Clearly, the desirability of U.S. Treasury securities is waning as the dollar falls. The amount of interest received from the securities does not offset the decrease in value from the falling U.S. dollar.
The following table shows the major foreign holders of U.S. Treasury securities through October 2007.
Financial System Credibility & The Federal Reserve System
The U.S. Constitution grants to Congress in Section 8, “the power to lay and collect taxes, borrow money on the credit of the United States, and to coin money, regulate the Value thereof, ….”

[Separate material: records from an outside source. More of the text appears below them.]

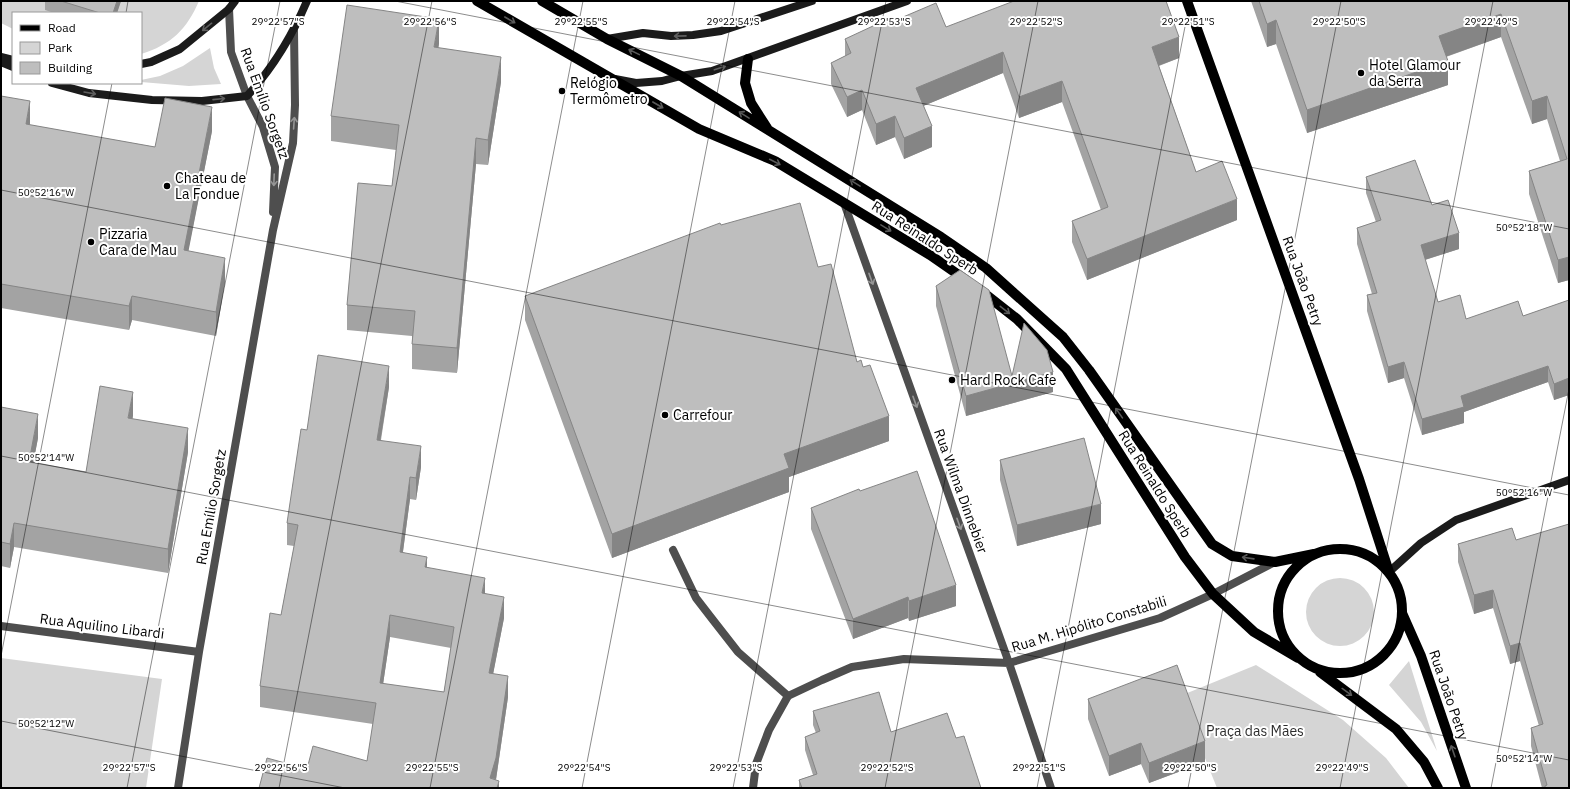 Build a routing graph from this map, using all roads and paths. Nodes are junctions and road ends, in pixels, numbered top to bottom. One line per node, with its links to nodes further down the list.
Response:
1 (235, 1): 8 (main road)
2 (307, 1): 9 (main road)
3 (477, 1): 18 (main road, Rua Reinaldo Sperb, one-way to 18)
4 (542, 1): 10 (main road, Rua Reinaldo Sperb)
5 (812, 1): 10 (main road, one-way to 10)
6 (907, 1): 12 (main road)
7 (1187, 1): 28 (main road, Rua João Petry)
8 (229, 9): 15 (main road, one-way to 15); 20 (street, Rua Emílio Sorgetz)
9 (294, 31): 20 (main road); 23 (street, Rua Emílio Sorgetz, one-way to 9)
10 (607, 39): 17 (main road, Rua Reinaldo Sperb, one-way to 10)
11 (1, 57): 13 (main road)
12 (748, 59): 17 (main road, one-way to 12); 21 (main road)
13 (12, 60)
14 (1, 62): 16 (main road)
15 (142, 64)
16 (12, 68)
17 (681, 76): 18 (main road); 21 (main road, Rua Reinaldo Sperb, one-way to 17)
18 (612, 78): 22 (main road, Rua Reinaldo Sperb, one-way to 22)
19 (56, 84): 20 (main road, one-way to 20)
20 (247, 96): 23 (street, Rua Emílio Sorgetz, one-way to 23)
21 (768, 129): 27 (main road, Rua Reinaldo Sperb, one-way to 21)
22 (844, 203): 29 (main road, Rua Reinaldo Sperb, one-way to 29); 34 (street, Rua Wilma Dinnebier, one-way to 34)
23 (273, 230): 32 (street, Rua Emílio Sorgetz)
24 (1569, 480): 28 (main road)
25 (673, 550): 36 (street)
26 (1314, 554): 27 (main road, Rua Reinaldo Sperb); 28 (main road); 33 (main road)
27 (1275, 562): 29 (street, Rua M. Hipólito Constabili)
28 (1389, 572): 30 (main road)
29 (1213, 594): 33 (main road, Rua Reinaldo Sperb); 34 (street, Rua M. Hipólito Constabili)
30 (1402, 613): 35 (main road); 41 (main road, Rua João Petry, one-way to 30)
31 (1, 626): 32 (street, Rua Aquilino Libardi)
32 (199, 652): 37 (street, Rua Emílio Sorgetz)
33 (1298, 658): 35 (main road)
34 (1009, 663): 36 (street, Rua M. Hipólito Constabili); 39 (street, Rua Wilma Dinnebier)
35 (1315, 669): 40 (main road, one-way to 40)
36 (788, 696): 38 (street)
37 (178, 788)
38 (753, 788)
39 (1052, 788)
40 (1438, 788)
41 (1466, 788)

U.S. coins have changed many times since the Coinage Act of 1792, which adopted the dollar as the standard monetary unit. Silver dollars have been minted and issued at various times since 1794. Dollar coins were discontinued in 1935, then resumed in 1971 with the introduction of the silver-less Eisenhower dollar. Coins are still issued by U.S. Mint, a part of the U.S. Treasury. Silver certificates, authorized in 1878 and issued in exchange for silver dollars, accounted for nearly all of the $1 notes in circulation until November 1963, when the first $1 Federal Reserve notes were issued.
Since then, however, the only paper money printed in the U.S. are the fiat-money notes of the Federal Reserve System which contain the following:
“THIS NOTE IS LEGAL TENDER FOR ALL DEBTS, PUBLIC AND PRIVATE.”
More than 99 percent of the total dollar amount of paper money in circulation in the United States today is made up of Federal Reserve notes. The other small part of circulating currency consists of U.S. notes or legal tender notes still in circulation but no longer issued.
The Federal Reserve System was created in 1913. The preamble to the Federal Reserve Act said:
" .. Provided for the establishment of Federal Reserve Banks, to furnish an elastic currency, to afford means of rediscounting commercial paper, to establish a more effective supervision of banking in the United States, and for other purposes.”
The Federal Reserve Act requires that adequate backing be pledged for all Federal Reserve notes in circulation. U.S. Treasury securities, acquired through open market operations, are the most important form of collateral and provide backing for most of the value of the currency in circulation. Some other types of collateral the Federal Reserve holds are gold certificates and certain eligible instruments such as notes, drafts, and bills of exchange.
However, since no outside audit has ever been made of the Federal Reserve System, whether in fact “adequate backing” exists is unknown. To many, the “other purposes” remains a mystery!
The major players pushing for the Federal Reserve were mostly individuals with a vested interest in the financial community who wanted to restraints on banking and currency contained in the U.S. Constitution. Not surprisingly, most of the individuals involved were also affiliated with either directly or indirectly with financial institutions located in Europe.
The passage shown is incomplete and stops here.